The Kindle DX costs 489 dollars and features a screen which at 9.7 inches (24.6 centimeters) is 2.5 times larger than the six-inch (15.24 cm) screen on the earlier versions of the Kindle, which cost 359 dollars.
Amazon said the latest Kindle, which will ship this summer, has a built-in PDF document reader and 3.3 gigabytes of memory which can store up to 3,500 books compared with 1,500 books for the Kindles 1 and 2.
It said top US and international magazines and newspapers and more than 1,500 blogs would be available for downloading on the new Kindle.

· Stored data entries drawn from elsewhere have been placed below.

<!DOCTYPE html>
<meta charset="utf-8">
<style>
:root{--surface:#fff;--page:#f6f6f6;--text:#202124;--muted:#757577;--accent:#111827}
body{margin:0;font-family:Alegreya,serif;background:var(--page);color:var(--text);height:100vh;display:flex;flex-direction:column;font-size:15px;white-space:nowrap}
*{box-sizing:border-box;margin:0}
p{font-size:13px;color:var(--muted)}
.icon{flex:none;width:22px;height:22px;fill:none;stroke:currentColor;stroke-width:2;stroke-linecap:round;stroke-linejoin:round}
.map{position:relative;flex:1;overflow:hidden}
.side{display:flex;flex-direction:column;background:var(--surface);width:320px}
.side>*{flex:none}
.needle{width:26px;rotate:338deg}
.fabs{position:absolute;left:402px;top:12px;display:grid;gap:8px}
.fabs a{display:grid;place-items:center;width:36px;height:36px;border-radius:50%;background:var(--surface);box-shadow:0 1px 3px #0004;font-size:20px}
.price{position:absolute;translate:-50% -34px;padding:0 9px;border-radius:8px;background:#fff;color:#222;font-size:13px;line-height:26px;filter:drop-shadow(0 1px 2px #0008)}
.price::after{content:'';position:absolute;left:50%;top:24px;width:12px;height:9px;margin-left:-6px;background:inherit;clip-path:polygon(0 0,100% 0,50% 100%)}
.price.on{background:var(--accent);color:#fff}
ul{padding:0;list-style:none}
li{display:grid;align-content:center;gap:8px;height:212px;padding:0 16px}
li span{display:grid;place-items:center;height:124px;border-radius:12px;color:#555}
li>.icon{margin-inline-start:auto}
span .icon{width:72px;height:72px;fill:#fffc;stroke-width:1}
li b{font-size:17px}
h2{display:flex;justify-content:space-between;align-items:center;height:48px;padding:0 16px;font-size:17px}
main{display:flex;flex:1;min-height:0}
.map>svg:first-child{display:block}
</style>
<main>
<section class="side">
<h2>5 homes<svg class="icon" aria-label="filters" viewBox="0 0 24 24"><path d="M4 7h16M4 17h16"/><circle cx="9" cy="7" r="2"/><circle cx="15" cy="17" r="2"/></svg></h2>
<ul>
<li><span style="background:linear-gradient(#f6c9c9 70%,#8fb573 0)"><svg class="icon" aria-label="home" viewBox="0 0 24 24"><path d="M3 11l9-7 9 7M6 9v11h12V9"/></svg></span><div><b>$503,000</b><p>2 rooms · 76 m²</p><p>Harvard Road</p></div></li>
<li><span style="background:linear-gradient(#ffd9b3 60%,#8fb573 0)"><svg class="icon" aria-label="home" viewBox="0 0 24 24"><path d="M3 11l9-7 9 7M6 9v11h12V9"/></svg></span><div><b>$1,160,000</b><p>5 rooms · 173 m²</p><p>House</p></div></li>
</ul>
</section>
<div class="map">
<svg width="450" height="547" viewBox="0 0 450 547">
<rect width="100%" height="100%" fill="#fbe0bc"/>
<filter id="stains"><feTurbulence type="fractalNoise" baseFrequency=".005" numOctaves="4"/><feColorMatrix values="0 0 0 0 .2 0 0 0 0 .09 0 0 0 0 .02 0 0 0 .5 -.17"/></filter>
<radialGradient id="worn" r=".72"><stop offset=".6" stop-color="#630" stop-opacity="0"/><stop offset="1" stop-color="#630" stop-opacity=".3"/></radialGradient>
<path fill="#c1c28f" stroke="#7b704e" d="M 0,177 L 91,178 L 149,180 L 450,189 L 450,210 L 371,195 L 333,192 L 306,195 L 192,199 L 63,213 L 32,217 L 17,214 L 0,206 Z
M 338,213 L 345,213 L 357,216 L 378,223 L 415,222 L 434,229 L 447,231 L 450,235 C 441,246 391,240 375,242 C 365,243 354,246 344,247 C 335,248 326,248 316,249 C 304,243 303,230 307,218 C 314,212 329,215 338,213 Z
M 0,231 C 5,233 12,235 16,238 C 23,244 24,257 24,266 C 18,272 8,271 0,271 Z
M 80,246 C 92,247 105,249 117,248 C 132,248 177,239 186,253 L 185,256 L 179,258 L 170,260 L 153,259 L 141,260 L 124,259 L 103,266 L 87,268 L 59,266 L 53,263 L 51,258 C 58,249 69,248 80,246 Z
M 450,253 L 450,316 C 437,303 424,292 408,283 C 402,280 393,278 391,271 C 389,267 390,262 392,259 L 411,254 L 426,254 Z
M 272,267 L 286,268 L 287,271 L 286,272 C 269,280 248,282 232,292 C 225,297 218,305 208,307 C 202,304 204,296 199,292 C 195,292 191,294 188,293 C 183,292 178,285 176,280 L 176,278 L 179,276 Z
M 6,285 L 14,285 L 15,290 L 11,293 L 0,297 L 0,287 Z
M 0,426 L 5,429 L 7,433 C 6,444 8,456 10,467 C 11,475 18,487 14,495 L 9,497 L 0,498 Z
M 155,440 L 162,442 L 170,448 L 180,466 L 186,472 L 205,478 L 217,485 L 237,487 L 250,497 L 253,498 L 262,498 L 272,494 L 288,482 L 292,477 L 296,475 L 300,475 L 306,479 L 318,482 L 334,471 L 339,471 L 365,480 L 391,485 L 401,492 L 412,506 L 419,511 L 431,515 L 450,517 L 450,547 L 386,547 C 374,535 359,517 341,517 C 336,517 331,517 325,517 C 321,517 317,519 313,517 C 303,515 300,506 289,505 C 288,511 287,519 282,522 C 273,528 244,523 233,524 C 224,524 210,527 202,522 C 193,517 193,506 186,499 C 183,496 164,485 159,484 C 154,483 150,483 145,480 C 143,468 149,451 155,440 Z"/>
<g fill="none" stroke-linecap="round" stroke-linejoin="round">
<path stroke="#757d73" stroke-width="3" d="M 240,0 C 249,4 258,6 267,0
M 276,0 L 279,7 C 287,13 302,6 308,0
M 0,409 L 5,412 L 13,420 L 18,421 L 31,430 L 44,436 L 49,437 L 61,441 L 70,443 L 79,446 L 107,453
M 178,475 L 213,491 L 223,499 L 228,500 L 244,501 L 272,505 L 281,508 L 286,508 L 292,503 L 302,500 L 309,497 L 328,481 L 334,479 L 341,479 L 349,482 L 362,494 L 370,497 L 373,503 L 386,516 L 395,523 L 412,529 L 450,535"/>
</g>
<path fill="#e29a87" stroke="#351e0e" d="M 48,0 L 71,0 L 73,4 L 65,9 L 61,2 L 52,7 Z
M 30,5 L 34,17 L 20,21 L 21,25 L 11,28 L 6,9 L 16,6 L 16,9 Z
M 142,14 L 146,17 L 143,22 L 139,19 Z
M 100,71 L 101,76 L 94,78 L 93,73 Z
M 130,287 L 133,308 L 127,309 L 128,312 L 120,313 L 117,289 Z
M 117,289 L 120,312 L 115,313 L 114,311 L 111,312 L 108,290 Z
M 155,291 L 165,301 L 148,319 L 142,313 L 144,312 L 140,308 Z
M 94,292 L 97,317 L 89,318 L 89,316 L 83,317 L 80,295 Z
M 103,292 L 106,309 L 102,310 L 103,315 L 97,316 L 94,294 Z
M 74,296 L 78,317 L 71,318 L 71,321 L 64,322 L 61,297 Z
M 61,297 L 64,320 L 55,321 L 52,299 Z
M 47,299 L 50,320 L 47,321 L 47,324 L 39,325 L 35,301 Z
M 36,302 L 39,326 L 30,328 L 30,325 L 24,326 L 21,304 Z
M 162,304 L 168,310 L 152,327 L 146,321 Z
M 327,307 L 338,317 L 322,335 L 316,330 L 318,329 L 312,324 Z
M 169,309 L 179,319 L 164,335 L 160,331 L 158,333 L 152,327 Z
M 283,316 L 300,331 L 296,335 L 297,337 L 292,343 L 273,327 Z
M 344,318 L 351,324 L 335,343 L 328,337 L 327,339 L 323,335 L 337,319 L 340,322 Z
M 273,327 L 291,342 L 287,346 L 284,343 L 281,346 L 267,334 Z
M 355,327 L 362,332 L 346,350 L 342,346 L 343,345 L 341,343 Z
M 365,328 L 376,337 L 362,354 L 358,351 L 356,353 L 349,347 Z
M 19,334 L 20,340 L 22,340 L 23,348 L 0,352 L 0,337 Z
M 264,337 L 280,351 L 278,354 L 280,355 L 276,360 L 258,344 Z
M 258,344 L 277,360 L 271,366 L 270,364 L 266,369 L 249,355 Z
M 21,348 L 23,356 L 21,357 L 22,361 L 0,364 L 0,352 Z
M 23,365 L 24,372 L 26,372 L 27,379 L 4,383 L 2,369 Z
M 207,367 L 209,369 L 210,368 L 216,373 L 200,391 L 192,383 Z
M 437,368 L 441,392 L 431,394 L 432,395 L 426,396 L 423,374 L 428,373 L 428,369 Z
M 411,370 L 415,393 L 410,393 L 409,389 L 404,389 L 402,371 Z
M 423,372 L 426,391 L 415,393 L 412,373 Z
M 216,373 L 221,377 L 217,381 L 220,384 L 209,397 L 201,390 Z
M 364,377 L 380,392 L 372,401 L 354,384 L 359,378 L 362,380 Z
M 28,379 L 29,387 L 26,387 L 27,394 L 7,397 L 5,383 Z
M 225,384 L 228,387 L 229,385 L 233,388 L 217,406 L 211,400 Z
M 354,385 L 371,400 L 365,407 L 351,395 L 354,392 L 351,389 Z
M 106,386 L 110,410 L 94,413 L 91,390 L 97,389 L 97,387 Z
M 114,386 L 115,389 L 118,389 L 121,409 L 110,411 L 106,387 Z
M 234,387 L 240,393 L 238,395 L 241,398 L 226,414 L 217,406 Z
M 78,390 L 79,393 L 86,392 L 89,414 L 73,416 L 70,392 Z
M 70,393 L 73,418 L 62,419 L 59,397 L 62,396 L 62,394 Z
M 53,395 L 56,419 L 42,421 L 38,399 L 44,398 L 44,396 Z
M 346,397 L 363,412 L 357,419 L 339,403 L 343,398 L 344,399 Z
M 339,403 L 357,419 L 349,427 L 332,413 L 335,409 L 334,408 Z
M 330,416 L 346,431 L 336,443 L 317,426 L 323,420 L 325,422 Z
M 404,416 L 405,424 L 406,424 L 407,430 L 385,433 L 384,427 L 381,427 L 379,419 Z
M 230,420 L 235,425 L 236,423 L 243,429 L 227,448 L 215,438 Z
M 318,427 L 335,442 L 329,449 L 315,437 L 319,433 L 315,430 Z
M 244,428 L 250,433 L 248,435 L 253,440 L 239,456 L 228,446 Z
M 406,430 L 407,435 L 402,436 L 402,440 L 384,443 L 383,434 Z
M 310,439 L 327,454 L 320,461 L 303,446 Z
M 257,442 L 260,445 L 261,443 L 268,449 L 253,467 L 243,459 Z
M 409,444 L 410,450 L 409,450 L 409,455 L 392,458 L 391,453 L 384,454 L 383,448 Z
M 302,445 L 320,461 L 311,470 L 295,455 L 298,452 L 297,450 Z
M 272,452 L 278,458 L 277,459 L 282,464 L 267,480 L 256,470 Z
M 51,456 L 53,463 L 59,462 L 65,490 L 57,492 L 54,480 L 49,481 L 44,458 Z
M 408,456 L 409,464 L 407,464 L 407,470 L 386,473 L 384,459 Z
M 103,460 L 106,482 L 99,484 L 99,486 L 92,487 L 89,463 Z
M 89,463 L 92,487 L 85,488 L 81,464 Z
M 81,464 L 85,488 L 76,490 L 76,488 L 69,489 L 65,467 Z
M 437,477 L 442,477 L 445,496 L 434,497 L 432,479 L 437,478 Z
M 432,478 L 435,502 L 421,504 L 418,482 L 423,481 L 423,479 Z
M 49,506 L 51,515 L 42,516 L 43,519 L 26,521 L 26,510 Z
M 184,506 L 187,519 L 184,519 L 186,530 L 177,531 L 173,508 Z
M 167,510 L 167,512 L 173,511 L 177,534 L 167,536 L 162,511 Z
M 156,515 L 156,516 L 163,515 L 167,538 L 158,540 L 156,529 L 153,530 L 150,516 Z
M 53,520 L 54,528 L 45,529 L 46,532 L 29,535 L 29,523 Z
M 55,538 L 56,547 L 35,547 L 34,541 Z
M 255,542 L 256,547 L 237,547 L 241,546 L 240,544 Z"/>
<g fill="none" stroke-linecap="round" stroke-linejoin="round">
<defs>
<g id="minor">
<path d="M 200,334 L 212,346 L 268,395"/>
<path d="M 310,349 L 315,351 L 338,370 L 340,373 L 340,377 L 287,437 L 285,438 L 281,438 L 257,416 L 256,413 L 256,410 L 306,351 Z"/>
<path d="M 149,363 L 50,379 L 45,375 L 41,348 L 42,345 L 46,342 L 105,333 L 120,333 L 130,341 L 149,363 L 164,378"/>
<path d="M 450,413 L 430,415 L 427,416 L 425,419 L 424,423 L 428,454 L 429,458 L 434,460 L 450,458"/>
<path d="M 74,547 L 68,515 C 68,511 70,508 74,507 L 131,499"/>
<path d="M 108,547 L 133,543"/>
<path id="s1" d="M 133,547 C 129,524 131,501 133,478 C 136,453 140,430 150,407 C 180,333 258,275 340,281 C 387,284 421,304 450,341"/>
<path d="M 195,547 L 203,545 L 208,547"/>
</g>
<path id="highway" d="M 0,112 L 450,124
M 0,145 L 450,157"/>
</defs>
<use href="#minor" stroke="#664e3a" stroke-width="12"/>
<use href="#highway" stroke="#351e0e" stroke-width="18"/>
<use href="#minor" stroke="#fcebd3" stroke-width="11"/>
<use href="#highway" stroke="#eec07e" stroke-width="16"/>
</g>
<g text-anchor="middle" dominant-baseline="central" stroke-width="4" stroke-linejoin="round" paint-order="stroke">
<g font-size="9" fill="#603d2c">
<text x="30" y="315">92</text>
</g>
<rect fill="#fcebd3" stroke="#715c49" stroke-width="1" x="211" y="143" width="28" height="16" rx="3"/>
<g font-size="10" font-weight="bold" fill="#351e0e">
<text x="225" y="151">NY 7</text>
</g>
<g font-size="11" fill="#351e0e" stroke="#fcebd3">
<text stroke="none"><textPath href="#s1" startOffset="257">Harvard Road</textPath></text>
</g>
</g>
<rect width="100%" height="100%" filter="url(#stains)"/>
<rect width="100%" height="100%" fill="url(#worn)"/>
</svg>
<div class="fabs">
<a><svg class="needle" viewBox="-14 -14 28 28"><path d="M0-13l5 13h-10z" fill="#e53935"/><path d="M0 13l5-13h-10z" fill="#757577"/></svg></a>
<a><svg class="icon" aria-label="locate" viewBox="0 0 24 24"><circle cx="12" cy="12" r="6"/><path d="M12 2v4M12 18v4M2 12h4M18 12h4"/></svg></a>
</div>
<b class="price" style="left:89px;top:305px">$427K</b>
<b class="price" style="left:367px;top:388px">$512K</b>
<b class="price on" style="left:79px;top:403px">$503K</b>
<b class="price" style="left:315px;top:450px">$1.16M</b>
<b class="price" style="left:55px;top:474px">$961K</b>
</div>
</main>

"The larger electronic paper display with 16 shades of gray has more area for graphic-rich content such as professional and personal documents, newspapers and magazines, and textbooks," Amazon said in a statement.
"Cookbooks, computer books, and textbooks -- anything highly formatted -- also shine on the Kindle DX," said Amazon founder and chief executive Jeff Bezos.
Amazon also announced that The New York Times Co. and The Washington Post Co. plan to offer the Kindle DX to readers as part of a pilot program.